Not that I'm advocating obesity. I am overweight. That is an indisputable fact. Not just because the scales say so. Not just because the tape-measure says so. Not just because it's obvious to anyone that looks at me. But for all of those reasons, and more. It is clearly in my own interests to start exercising again, having let it slip, and to re-assess what I'm eating. It is certainly not in my interests to embark on some crash diet 'rapid weight loss' eat only bananas for a week followed by lean chicken as long as you do it standing on one leg whilst incanting in tongues nonsense. I want to lose fat because of the health benefits in doing so, because I don't want to fork out for new clothes when my existing ones no longer fit me. And, to be honest, I want to look 'good', too.
But I just don't see how people can get all irate about one here-today gone-tomorrow tosser who may or may not be selling some pill which may further encourage vulnerable people into self-harm, and yet they stay quiet about the incessant brainwashing that your worth as a woman is measured only by how thin you are.
Johann describes him as a sociopath and from the little I know that would make sense. Yet, surely, sociopathy is also a mental illness, but one that we as a society, ironically, have no sympathy for. Arguably, a sociopath has as little control over and responsibility for their actions as does an anorexic. Maybe, as I say, I don't know.

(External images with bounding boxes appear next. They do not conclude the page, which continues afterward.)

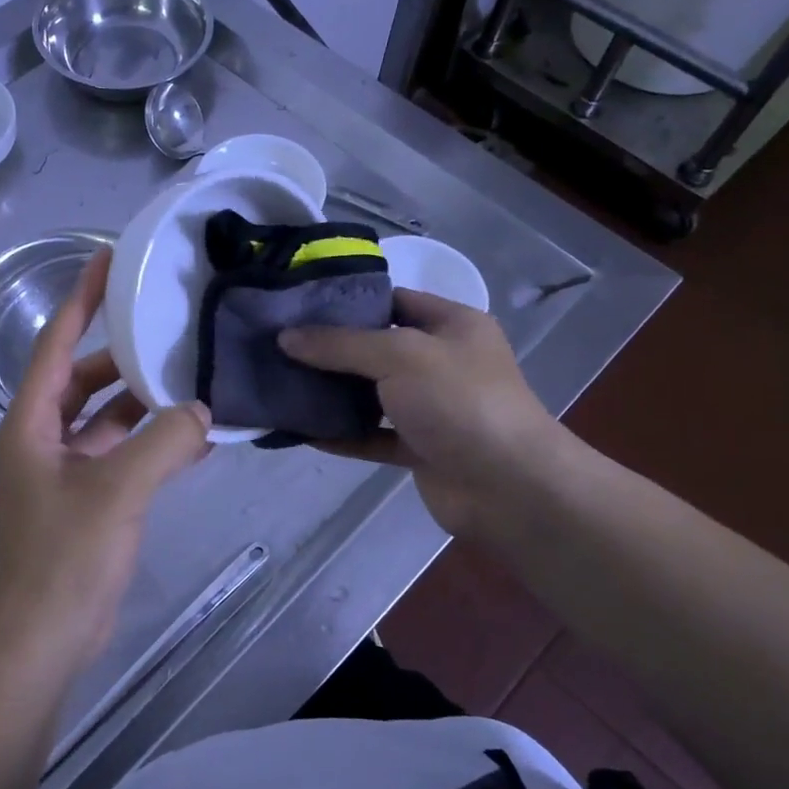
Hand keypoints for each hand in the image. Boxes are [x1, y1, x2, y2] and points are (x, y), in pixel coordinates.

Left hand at [0, 249, 211, 675]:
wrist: (43, 639)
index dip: (80, 299)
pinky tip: (194, 438)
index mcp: (30, 422)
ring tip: (192, 378)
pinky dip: (151, 443)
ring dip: (143, 403)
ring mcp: (63, 470)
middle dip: (122, 355)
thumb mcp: (117, 491)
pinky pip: (120, 454)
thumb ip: (164, 442)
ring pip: (106, 418)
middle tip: (169, 327)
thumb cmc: (65, 557)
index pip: (56, 343)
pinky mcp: (86, 499)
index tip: (107, 259)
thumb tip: (202, 410)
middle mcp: (41, 437)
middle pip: (84, 378)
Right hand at [278, 288, 567, 543]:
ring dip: (333, 393)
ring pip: (372, 394)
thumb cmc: (460, 402)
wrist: (510, 488)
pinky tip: (302, 431)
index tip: (298, 306)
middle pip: (377, 348)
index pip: (393, 300)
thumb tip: (286, 337)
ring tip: (282, 384)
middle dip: (331, 349)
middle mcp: (442, 362)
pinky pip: (372, 435)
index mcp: (451, 325)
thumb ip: (340, 344)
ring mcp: (432, 408)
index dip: (348, 301)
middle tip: (279, 345)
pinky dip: (342, 434)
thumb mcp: (399, 355)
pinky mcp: (420, 448)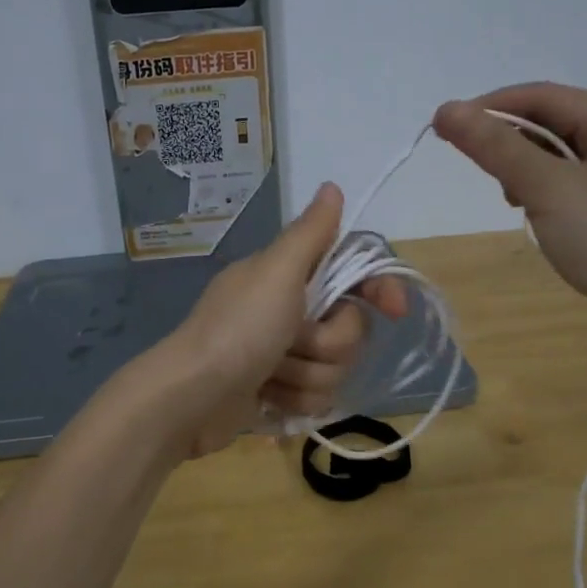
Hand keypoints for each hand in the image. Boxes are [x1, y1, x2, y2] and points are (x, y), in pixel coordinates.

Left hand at [149, 183, 405, 456]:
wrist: (191, 398)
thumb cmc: (238, 329)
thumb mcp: (276, 272)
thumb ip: (310, 233)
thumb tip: (332, 186)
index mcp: (291, 276)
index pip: (354, 274)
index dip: (379, 289)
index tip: (395, 310)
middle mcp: (290, 310)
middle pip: (350, 328)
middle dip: (327, 343)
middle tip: (292, 342)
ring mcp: (284, 353)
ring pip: (335, 368)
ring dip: (306, 376)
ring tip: (271, 375)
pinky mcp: (280, 392)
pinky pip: (317, 398)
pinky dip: (294, 401)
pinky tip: (267, 398)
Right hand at [434, 83, 586, 357]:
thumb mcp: (549, 190)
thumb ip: (497, 148)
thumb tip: (446, 110)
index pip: (544, 96)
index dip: (490, 107)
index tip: (445, 128)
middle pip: (554, 123)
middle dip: (509, 140)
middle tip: (473, 164)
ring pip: (561, 156)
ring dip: (526, 169)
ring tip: (511, 198)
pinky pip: (573, 185)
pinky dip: (545, 192)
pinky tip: (535, 215)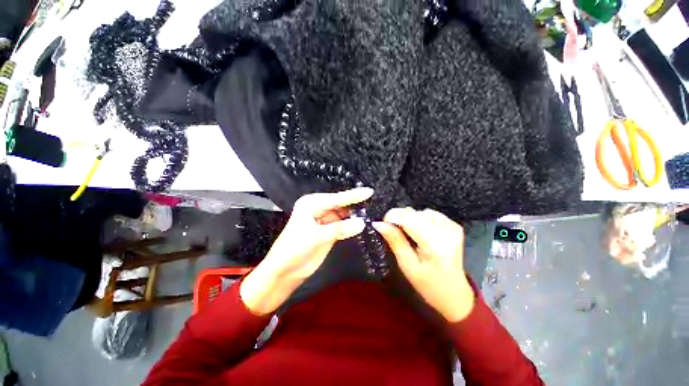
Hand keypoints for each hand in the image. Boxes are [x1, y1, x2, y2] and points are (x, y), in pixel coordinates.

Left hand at [240, 188, 372, 314]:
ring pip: (343, 215)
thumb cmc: (294, 249)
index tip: (369, 191)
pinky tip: (362, 223)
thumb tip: (362, 223)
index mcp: (311, 204)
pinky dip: (351, 225)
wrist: (284, 271)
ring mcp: (324, 220)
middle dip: (355, 204)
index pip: (336, 199)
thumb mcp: (316, 237)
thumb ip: (339, 229)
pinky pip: (342, 225)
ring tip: (372, 210)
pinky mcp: (328, 231)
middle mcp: (318, 209)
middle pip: (340, 205)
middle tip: (374, 201)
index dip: (353, 196)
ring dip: (354, 215)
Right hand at [373, 208, 474, 321]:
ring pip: (421, 212)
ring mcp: (452, 227)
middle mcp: (446, 231)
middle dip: (400, 219)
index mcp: (434, 245)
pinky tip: (422, 233)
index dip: (392, 217)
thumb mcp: (407, 265)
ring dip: (411, 220)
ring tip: (411, 236)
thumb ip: (394, 241)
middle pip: (414, 213)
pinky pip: (430, 214)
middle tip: (395, 233)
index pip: (409, 218)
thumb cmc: (428, 284)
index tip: (382, 224)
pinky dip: (421, 220)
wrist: (454, 293)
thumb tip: (378, 224)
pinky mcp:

We must publicly display sympathy for someone who at least at some level and at some time has, like the addict, chosen to self-harm, yet many of us instinctively think of a sociopath as tantamount to evil.
New Statesman has a commentary which nicely dismiss claims to free speech based on illegality; someone being free to say something doesn't remove the right of others to criticise or condemn. I just find it unconvincing that selling a 'weight management pill' can cause someone to become anorexic, especially considering it is a mental illness. And regarding people with an existing condition, who should be avoiding 'triggers', shouldn't we focus more on the constant brainwashing by Big Business rather than the rather amateurish marketing attempted by one obviously very disturbed individual.
Perhaps if we confront the brainwashing of Big Business, we would also have to examine our won complicity in it and our own desire to be manipulated. Just because I understood and long ago accepted my curvaceous figure and my superior intellect, doesn't mean that just sometimes I'd like to buy that top and be satisfied with unchallenging pursuits.